Punctuation

Commas

Use the comma ( , ):

To separate items in a series.

  • (series of words) – Sophomores, Juniors, and Seniors attended the assembly.
  • (series of phrases) – She got paint on her shirt, on her shoes, and in her hair.
  • (series of clauses) – They came to the party, they drank all the beer, and they refused to leave.

Note: Some writing guides suggest leaving out the last comma in a series: Sophomores, Juniors and Seniors attended the assembly.

To set off all types of nonrestrictive elements (information not necessary to the meaning of the core sentence).

  • New Orleans, home of the po-boy sandwich, is a fascinating city.
  • The marsh, once full of wildlife, is now covered in oil.
  • John, who knows everything about physics, can’t boil an egg.

Note: Do not put commas around essential (restrictive) information: The woman who is sitting four seats to the left is falling asleep. [The location of the woman is essential information].

To set off introductory elements.

  • After leaving high school, he volunteered for two years.
  • Hearing her name called, she rose from her seat in the jury room.
  • In this box, you will find the treasure you seek.

Before a coordinating conjunction (for, and, nor, but, or, yet, so) when used to connect main clauses.

  • We leave food out at night for the stray cats, and it is always gone by the morning.
  • He ran a strong race, but he came in second.

Note: Do not use a comma if the coordinating conjunction connects a main clause and a dependant clause: He ran a strong race but came in second.
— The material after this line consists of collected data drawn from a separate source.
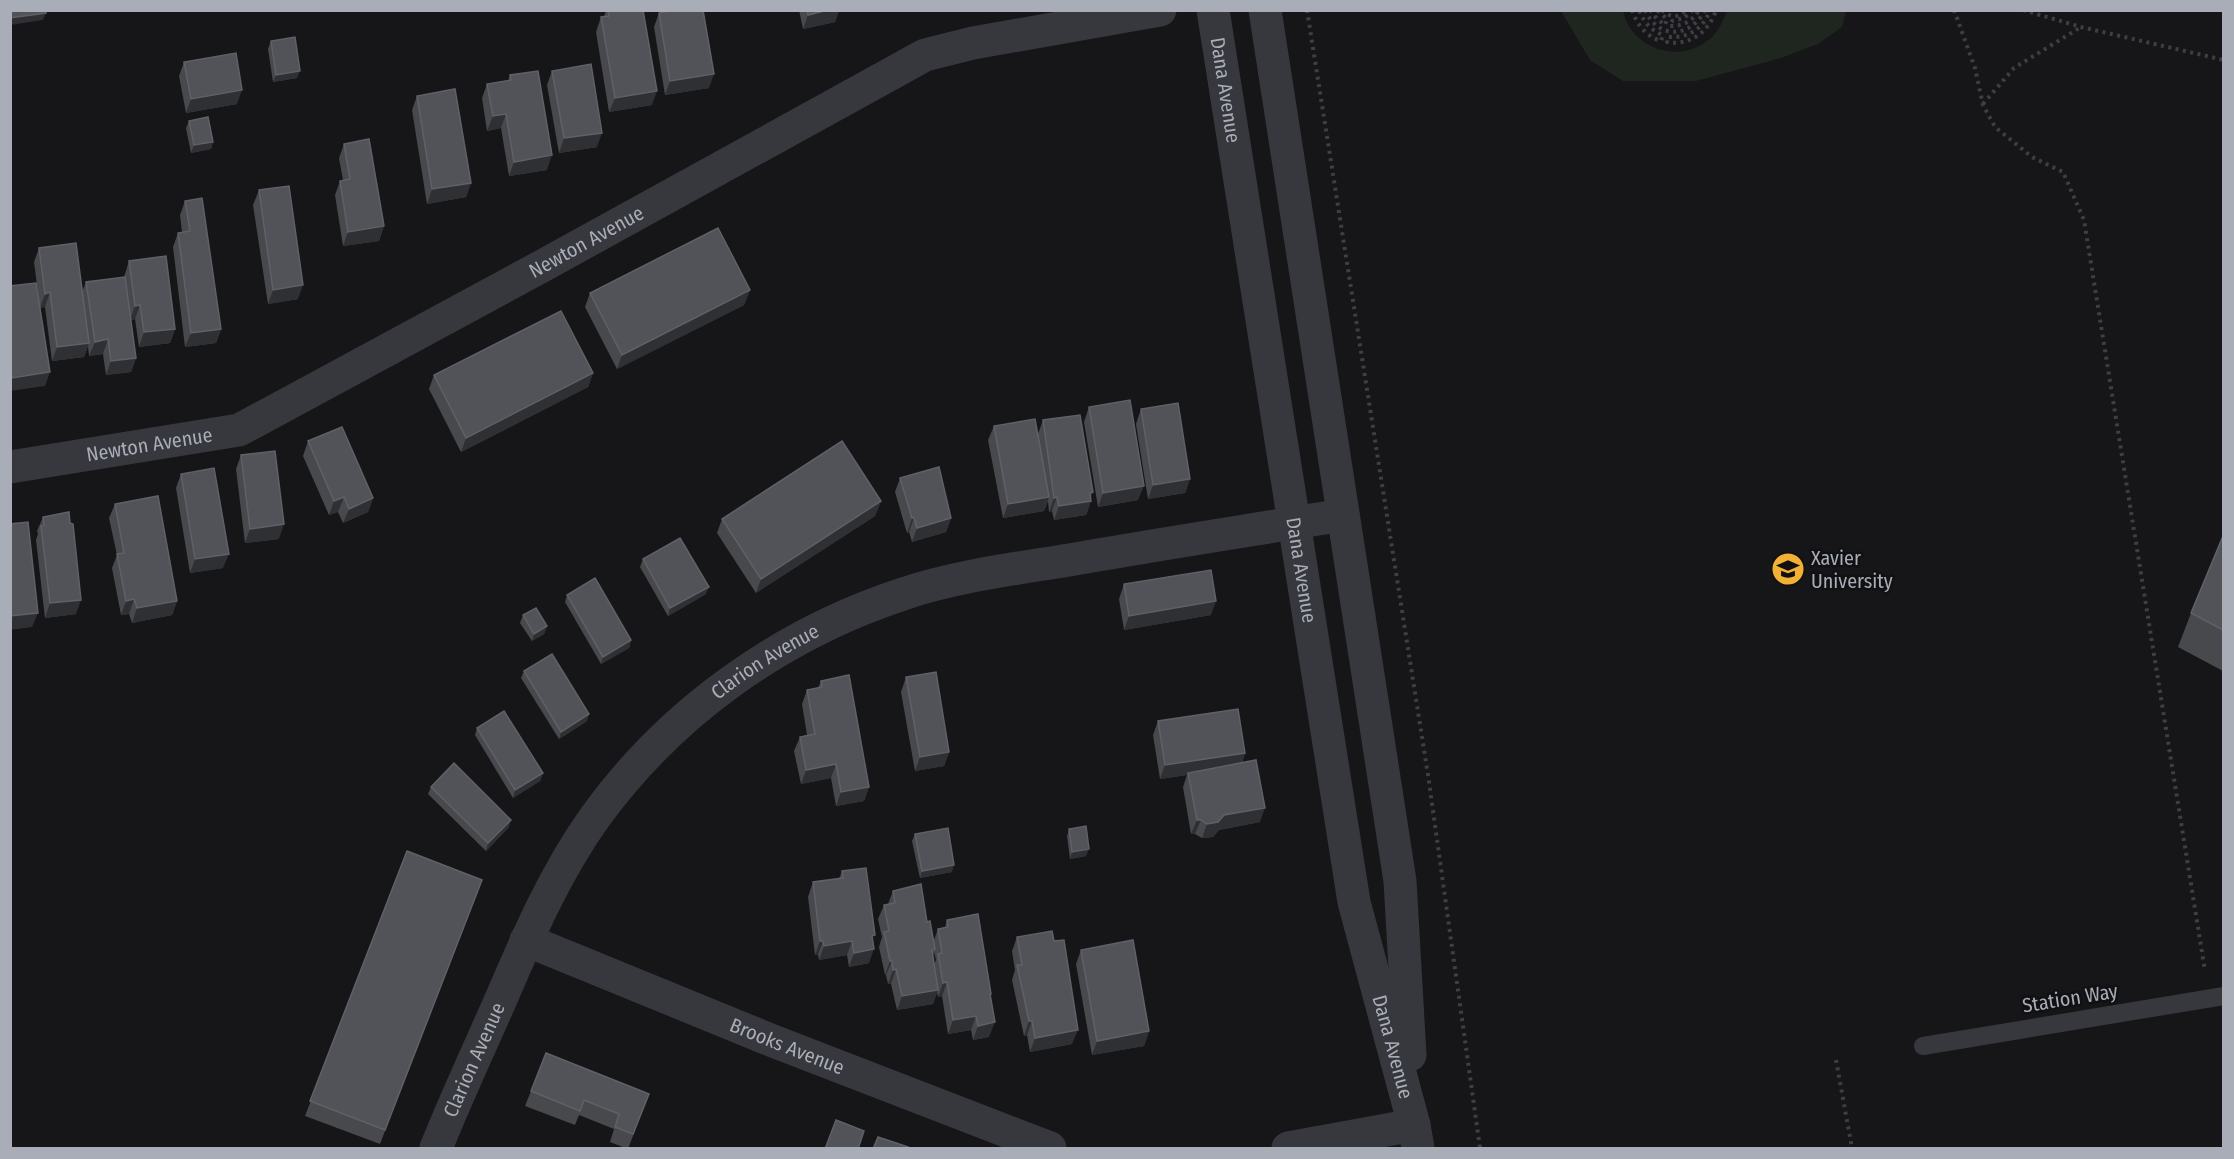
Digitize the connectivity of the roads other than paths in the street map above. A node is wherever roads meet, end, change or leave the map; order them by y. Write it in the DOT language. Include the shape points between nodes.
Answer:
graph roads {
  1 [pos="1160,10"];
  2 [pos="1213,10"];
  3 [pos="1265,10"];
  4 [pos="10,467"];
  5 [pos="1343,515"];
  6 [pos="1294,523"];
  7 [pos="526,940"];
  8 [pos="2223,996"];
  9 [pos="1923,1046"];
  10 [pos="1416,1137"];
  11 [pos="436,1149"];
  12 [pos="1050,1149"];
  13 [pos="1288,1149"];
  1 -- 4 [label="street, Newton Avenue" via="973,43 900,66 239,430"];
  2 -- 6 [label="street, Dana Avenue"];
  3 -- 5 [label="street, Dana Avenue"];
  5 -- 6 [label="street, Clarion Avenue"];
  5 -- 10 [label="street, Dana Avenue" via="1400,881"];
  6 -- 7 [label="street, Clarion Avenue" via="973,576 904,593 822,626 746,670 690,713 640,762 595,817 564,866"];
  6 -- 10 [label="street, Dana Avenue" via="1354,902"];
  7 -- 11 [label="street, Clarion Avenue"];
  7 -- 12 [label="street, Brooks Avenue"];
  8 -- 9 [label="lane, Station Way"];
  10 -- 13 [label="street"];
}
To connect free modifiers to a base sentence.

  • The children sat in three straight rows, fidgeting and squirming in their seats.
  • A few hours later we spotted two small dolphins, startlingly beautiful fish of pure gold, pulsing and fading and changing color.

Colons

Use the colon ( : ) after a complete sentence that introduces a list or a full-sentence quotation.

  • There are three major ways to cut your risk of heart disease: exercise regularly, eat a healthy diet, and reduce stress levels in your everyday life.
  • Hemingway expresses the struggles of the writer this way: “There is nothing to writing. All you do is sit down at a typewriter and bleed.”

Semicolons

Use the semicolon ( ; ):

To connect closely related main clauses.

  • We prepared food for fifty guests; only ten diners showed up.
  • He ran a strong race; however, he came in second.

To separate a series of items that contains commas.

  • The committee received suggestions from a veterinarian in Anchorage, Alaska; a lawyer in Medford, Massachusetts, who has handled animal cruelty cases; and an animal rescue worker in New Orleans, Louisiana, who is a specialist in rescuing wild animals in urban settings.

Dashes

Use the dash (—):

To mark any sudden break and add emphasis.

  • She will finally receive her degree in May—if she survives her final exams.

To set off elements added at the end of the sentence.

  • He packed the necessary items in the duffel bag—duct tape, a rope, and an axe.

To set off interrupters, especially when they contain commas (a dash works as a “strong” comma).

  • The necessary items—duct tape, a rope, and an axe—were packed in the duffel bag.

Notes: A dash is not a comma substitute. Use it only sparingly, such as in the cases described above.

Parentheses

Use parentheses ( ) to set off and de-emphasize explanatory or less important details inserted into a sentence:

  • Oswaldo was born in Honduras (although he lived there only seven years).

Apostrophes

Use the apostrophe ( ’ ):

To mark a possessive.

  • That is Ann’s yogurt, so please do not eat it. [singular word, not ending in “s”]
  • The cats’ tails were twitching in irritation. [plural word]
  • The children’s snacks filled the ice chest. [word that is plural without adding “s”]

Note: The possessive form of “its” doesn’t use an apostrophe: That coat is losing its buttons.

To mark the missing part of the word in a contraction (and other omissions).

  • That’s Ann’s yogurt, so please don’t eat it.
  • It's ten o'clock. [originally "It is ten of the clock."]

To form certain plurals when clarity is an issue.

  • The old typewriter doesn’t type e's. (“The ole typewriter doesn’t type es” has a different meaning).